⛅ Yang terjadi di Dufan

686 191 109
                                    

Setelah tiga jam bersenang-senang sembari menaiki berbagai wahana permainan bersama, Awan mulai membenarkan teori Langit. Bahwa chemistry antara ia dan Adisha bisa terjalin dengan cara ini.

Adisha terlihat bahagia, beberapa kali ia juga memukul-mukul manja bahu Awan sembari cekikikan. Terkadang membuat Awan bertanya-tanya, mengapa cewek gemar menabok cowok ketika mereka sedang tertawa atau malu? Apa mungkin karena Adisha memang love language-nya physical attack, ya?

"Seru ya, Wan. Ampe gak sadar udah jam satu aja. Pantesan gue laper."
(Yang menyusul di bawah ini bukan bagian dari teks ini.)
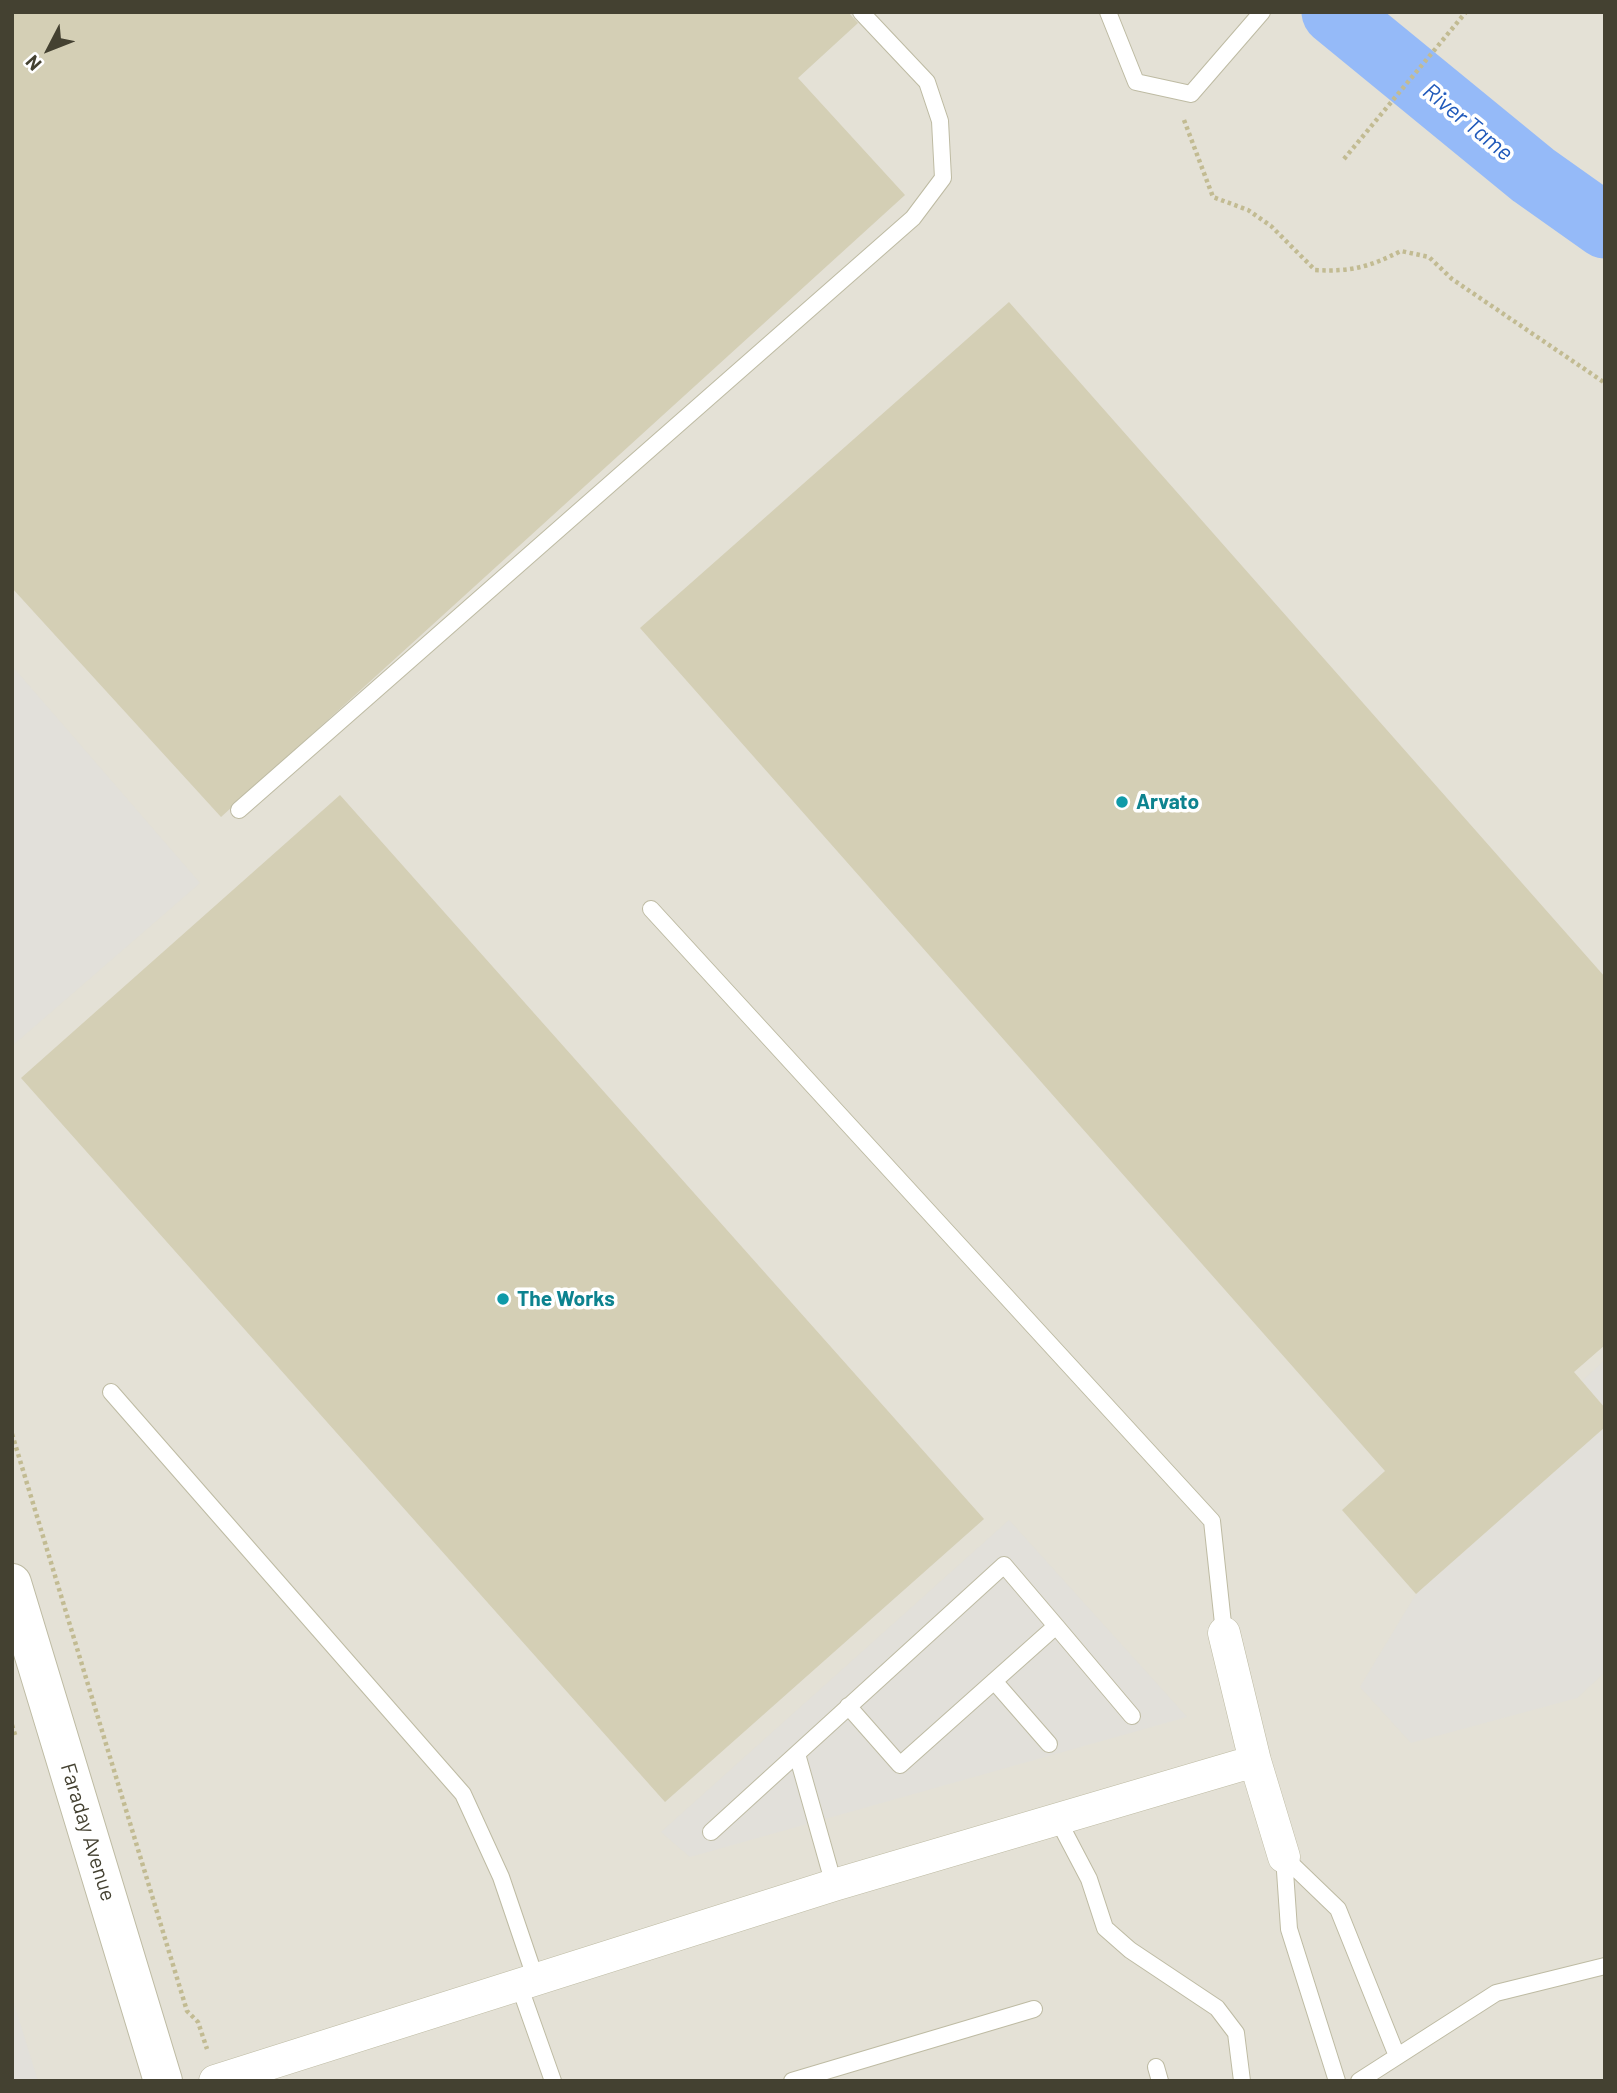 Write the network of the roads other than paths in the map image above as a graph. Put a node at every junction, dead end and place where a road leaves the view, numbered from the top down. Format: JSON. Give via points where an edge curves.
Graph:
{"nodes":[{"id":1,"x":861,"y":12,"type":"edge"},
{"id":2,"x":1108,"y":12,"type":"edge"},
{"id":3,"x":1258,"y":17,"type":"edge"},
{"id":4,"x":239,"y":810,"type":"dead end"},
{"id":5,"x":651,"y":909,"type":"dead end"},
{"id":6,"x":111,"y":1392,"type":"dead end"},
{"id":7,"x":12,"y":1583,"type":"edge"},
{"id":8,"x":1056,"y":1626,"type":"junction"},
{"id":9,"x":1224,"y":1633,"type":"joint"},
{"id":10,"x":994,"y":1681,"type":"junction"},
{"id":11,"x":848,"y":1706,"type":"junction"},
{"id":12,"x":1132,"y":1716,"type":"dead end"},
{"id":13,"x":1049,"y":1744,"type":"dead end"},
{"id":14,"x":797,"y":1754,"type":"junction"},
{"id":15,"x":1255,"y":1761,"type":"junction"},
{"id":16,"x":1058,"y":1820,"type":"junction"},
{"id":17,"x":711,"y":1832,"type":"dead end"},
{"id":18,"x":1284,"y":1857,"type":"junction"},
{"id":19,"x":834,"y":1885,"type":"junction"},
{"id":20,"x":1605,"y":1966,"type":"edge"},
{"id":21,"x":528,"y":1983,"type":"junction"},
{"id":22,"x":1034,"y":2009,"type":"dead end"},
{"id":23,"x":1397,"y":2056,"type":"junction"},
{"id":24,"x":216,"y":2080,"type":"edge"},
{"id":25,"x":163,"y":2081,"type":"edge"},
{"id":26,"x":553,"y":2081,"type":"edge"},
{"id":27,"x":792,"y":2081,"type":"edge"},
{"id":28,"x":1242,"y":2081,"type":"edge"},
{"id":29,"x":1337,"y":2081,"type":"edge"},
{"id":30,"x":1359,"y":2081,"type":"edge"}],
"edges":[{"from":1,"to":4,"type":"lane","via":[[927,82],[940,121],[943,178],[913,218]]},
{"from":2,"to":3,"type":"lane","via":[[1136,82],[1191,94]]},
{"from":5,"to":9,"type":"lane","via":[[1212,1521]]},
{"from":6,"to":21,"type":"lane","via":[[463,1794],[501,1877]]},
{"from":7,"to":25,"type":"street","name":"Faraday Avenue"},
{"from":8,"to":10,"type":"lane"},
{"from":8,"to":11,"type":"lane","via":[[1004,1565]]},
{"from":8,"to":12,"type":"lane"},
{"from":9,"to":15,"type":"street"},
{"from":10,"to":11,"type":"lane","via":[[900,1765]]},
{"from":10,"to":13,"type":"lane"},
{"from":11,"to":14,"type":"lane"},
{"from":14,"to":17,"type":"lane"},
{"from":14,"to":19,"type":"lane"},
{"from":15,"to":16,"type":"street"},
{"from":15,"to":18,"type":"street"},
{"from":16,"to":19,"type":"street"},
{"from":16,"to":28,"type":"lane","via":[[1089,1879],[1105,1928],[1217,2008],[1236,2032]]},
{"from":18,"to":23,"type":"lane","via":[[1338,1909]]},
{"from":18,"to":29,"type":"lane","via":[[1289,1929]]},
{"from":19,"to":21,"type":"street"},
{"from":20,"to":23,"type":"lane","via":[[1496,1993]]},
{"from":21,"to":24,"type":"street"},
{"from":21,"to":26,"type":"lane"},
{"from":22,"to":27,"type":"lane"},
{"from":23,"to":30,"type":"lane"}]} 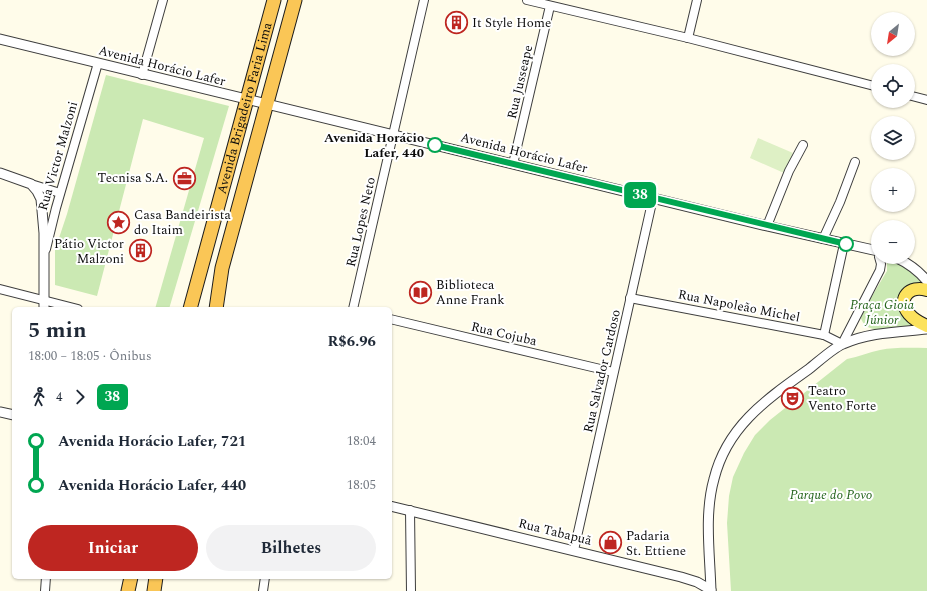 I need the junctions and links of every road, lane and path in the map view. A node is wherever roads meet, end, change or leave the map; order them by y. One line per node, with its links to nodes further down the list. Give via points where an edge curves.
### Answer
1 (163, 0): 11 (street)
2 (274, 0): 14 (highway, Avenida Brigadeiro Faria Lima)
3 (295, 0): 16 (highway, Avenida Brigadeiro Faria Lima)
4 (424, 0): 17 (street, Rua Lopes Neto)
5 (527, 0): 7 (street)
6 (697, 0): 8 (street)
7 (550, 6): 8 (street); 20 (street, Rua Jusseape)
8 (688, 38): 12 (street)
9 (0, 40): 10 (street, Avenida Horácio Lafer)
10 (98, 63): 11 (street, Avenida Horácio Lafer); 23 (street, Rua Victor Malzoni)
11 (142, 74): 14 (street, Avenida Horácio Lafer)
12 (871, 85)
13 (915, 97): 15 (street)
14 (246, 100): 16 (street, Avenida Horácio Lafer); 38 (highway, Avenida Brigadeiro Faria Lima)
15 (927, 100)
16 (266, 104): 17 (street, Avenida Horácio Lafer); 39 (highway, Avenida Brigadeiro Faria Lima, via 222,268)
17 (393, 135): 20 (street, Avenida Horácio Lafer); 40 (street, Rua Lopes Neto)
18 (804, 145): 25 (street, via 789,170)
19 (855, 162): 26 (street)
20 (513, 164): 24 (street, Avenida Horácio Lafer)
21 (0, 174): 22 (street)
22 (31, 184): 23 (street); 29 (street, Rua Victor Malzoni, via 42,199)
23 (60, 193): 29 (street, Rua Victor Malzoni)
24 (653, 198): 25 (street, Avenida Horácio Lafer); 35 (street, Rua Salvador Cardoso)
25 (766, 226): 26 (street, Avenida Horácio Lafer)
26 (823, 239): 27 (street, Avenida Horácio Lafer)
27 (844, 244): 28 (street, Avenida Horácio Lafer); 43 (street)
28 (871, 252)
29 (44, 257): 36 (street, Rua Victor Malzoni)
30 (881, 264): 44 (street)
31 (910, 264): 32 (street)
32 (927, 281)
33 (0, 289): 36 (street)
34 (927, 290): 42 (main road, via 912,290 904,300 909,314)
35 (630, 298): 43 (street, Rua Napoleão Michel); 45 (street, Rua Salvador Cardoso)
36 (44, 304): 37 (street)
37 (64, 307)
38 (191, 307)
39 (216, 307)
40 (354, 307)
41 (392, 319): 45 (street, Rua Cojuba)
42 (927, 328): 44 (street, via 866,337)
43 (824, 335): 44 (street, Rua Napoleão Michel)
44 (842, 344): 60 (street, via 750,414 732,435 721,454 713,480 709,510)
45 (613, 372): 50 (street, Rua Salvador Cardoso)
46 (0, 412): 47 (street)
47 (12, 415)
48 (392, 506): 49 (street, Rua Tabapuã)
49 (410, 510): 50 (street, Rua Tabapuã); 59 (street)
50 (574, 550): 60 (street, Rua Tabapuã, via 697,582)
51 (46, 579): 55 (street)
52 (130, 579): 56 (highway)
53 (156, 579): 57 (highway)
54 (265, 579): 58 (street)
55 (45, 591)
56 (128, 591)
57 (154, 591)
58 (263, 591)
59 (411, 591)
60 (711, 591) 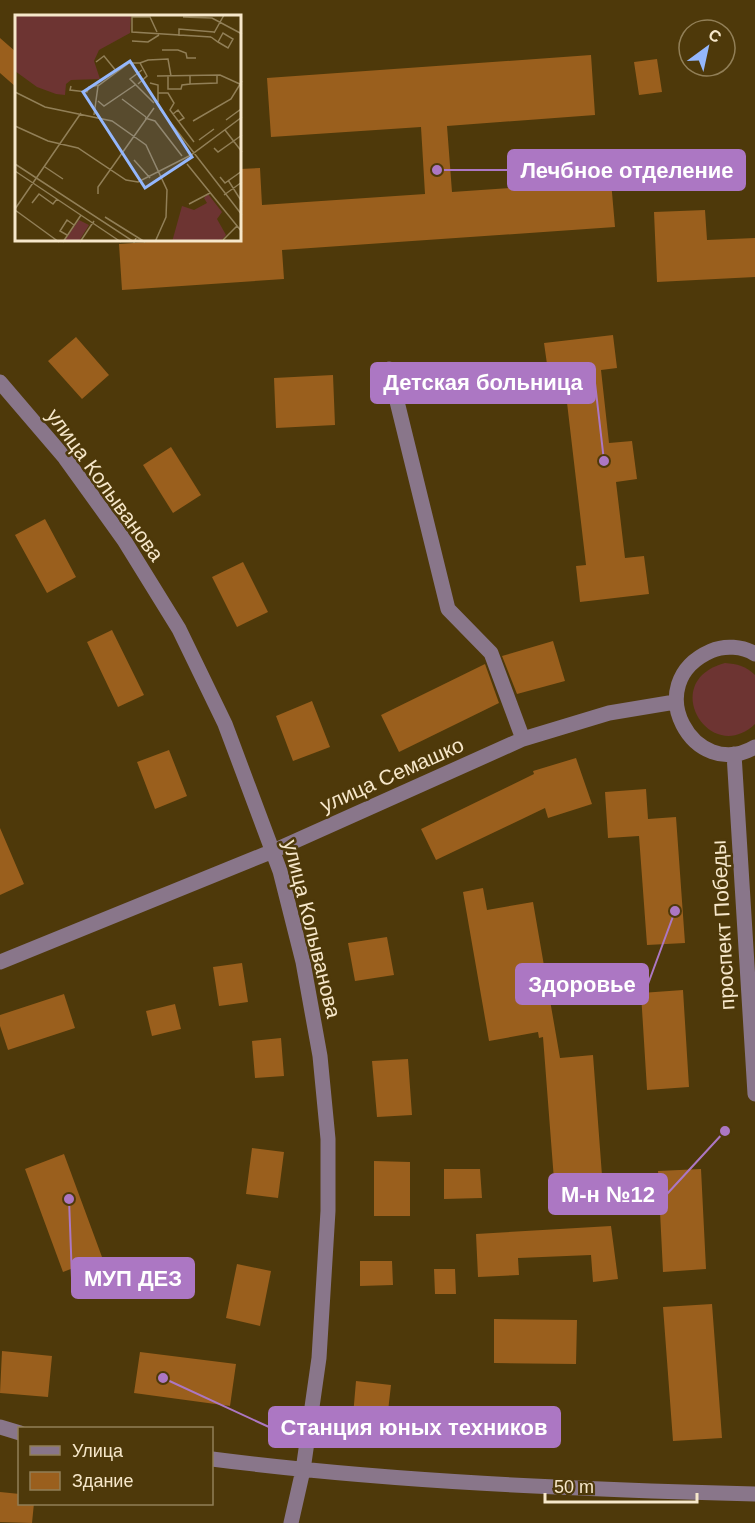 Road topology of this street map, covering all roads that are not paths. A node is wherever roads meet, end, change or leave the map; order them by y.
1 (389, 369) dead end
2 (0, 382) edge
3 (755, 654) edge
4 (675, 702) junction
5 (523, 739) junction
6 (755, 747) edge
7 (735, 754) junction
8 (273, 851) junction
9 (0, 962) edge
10 (755, 1094) edge
11 (0, 1427) edge
12 (18, 1432) edge
13 (213, 1458) edge
14 (303, 1470) junction
15 (755, 1494) edge
16 (291, 1523) edge

1 - 5 street
2 - 8 street, улица Колыванова
3 - 4 street
4 - 5 street, улица Семашко
4 - 7 street
5 - 8 street, улица Семашко
6 - 7 street
7 - 10 street, проспект Победы
8 - 9 street, улица Семашко
8 - 14 street, улица Колыванова
11 - 12 street
13 - 14 street
14 - 15 street
14 - 16 street, улица Колыванова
Awan mengangguk. Sejujurnya doi bahkan sudah lapar dari sejam yang lalu. Ya, kencan sih kencan, tapi jam makan adalah kewajiban. Sayangnya Adisha terlalu asik tadi jadi Awan sungkan mau mengajaknya makan. Barulah sekarang mereka sepakat untuk mengisi perut di sebuah kafe terdekat.

"Silakan pesanannya," ujar salah seorang pelayan.

"Mau yang ini ya, Mas," Adisha menunjuk menu, "Terus minumnya, americano."

"Saya juga burger deh, Mas. Kalau minumnya.. hm..." Awan masih memindai buku menu saat tiba-tiba Adisha memotong kalimatnya, "Minumnya disamain aja, jadi americano dua ya, Mas."

"Hah? kok samain? Gue gak mau kopi."

"Kita tuh harus ngurangin konsumsi minuman manis tau biar sehat," Gadis itu mengalihkan pandangan ke pelayan, "Udah Mas, itu aja pesanannya."

Si pelayan pun mengangguk. Lalu pamit.

"Tapi kebanyakan kafein juga gak sehat," protes Awan. Masih mau debat. Urusan selera, kadang Awan sukar untuk mengalah.

"Kan enggak banyak? Sekali-kali doang."

"Americano tuh pait, Dish. Gue gak suka kopi, beneran dah."

Adisha langsung tersenyum, "Makanya minumnya ntar sambil liatin gue dong biar ada manis-manisnya haha," gadis itu menyenggol pelan bahu Awan, "Lagian lo cowok masa gak suka kopi sih? Bayi banget?"

Oh wow Awan baru tahu kalau kadar kesukaan pada kopi bisa digunakan untuk merepresentasikan tingkat kedewasaan seseorang. Atas dasar dan asas apa pula?

Sesungguhnya Awan masih tidak terima tapi kelihatannya Adisha juga bukan tipe yang mau mengalah. Ya sudah lah, untuk kali ini Awan pasrah saja. Sampai pesanan mereka pun tiba di meja.

Sekali mengesap kopi, raut wajah Awan langsung keruh. Pahit sekali, seperti ekspresi pemain Jerman saat Jepang berhasil mengalahkannya di piala dunia tempo lalu.

Beruntung Adisha tengah fokus dengan ponsel, jadi cepat-cepat Awan mendorong cangkir kopi miliknya agak jauhan, 'seret-seret dah dari pada gua kepaitan' pikir doi final.

"Btw, lagi sibuk apa, Dish? Kayaknya BEM ada acara mulu ya?"

"Gue?" Adisha menurunkan ponselnya usai mengirimkan pesan, "Iya nih event budaya kan bulan depan udah mulai. Katanya tema tahun ini fashion soalnya taun lalu itu musik."

Awan mangut-mangut, "Bakal ada fashion show gitu dong?"

"Yes!" Adisha membenarkan dengan semangat, "Nah itu yang lagi kita bahas di grup nih dari kemarin. Ntar bakal ada perwakilan tiap jurusan dari semester satu sama tiga aja. Denger-denger konsepnya tuh pakaian adat jadi pasangan gitu, cowok sama cewek."

"Yang semester satu kayaknya udah ada calon ya?"

Lagi, seolah sama-sama paham. Adisha pun mengangguk menanggapi pertanyaan Awan, "Ellie sama Nicko lah. Siapa lagi?"

Kekehan Awan terdengar, "Bagus kok mereka aja, udah biasa modeling juga. Jadi gak perlu repot-repot nyari perwakilan angkatan lagi kan."

"Iya sih. Untungnya di situ." Adisha merentangkan tangannya ke udara. Gelagatnya seperti sedang melepas pegal sembari menarik napas dalam.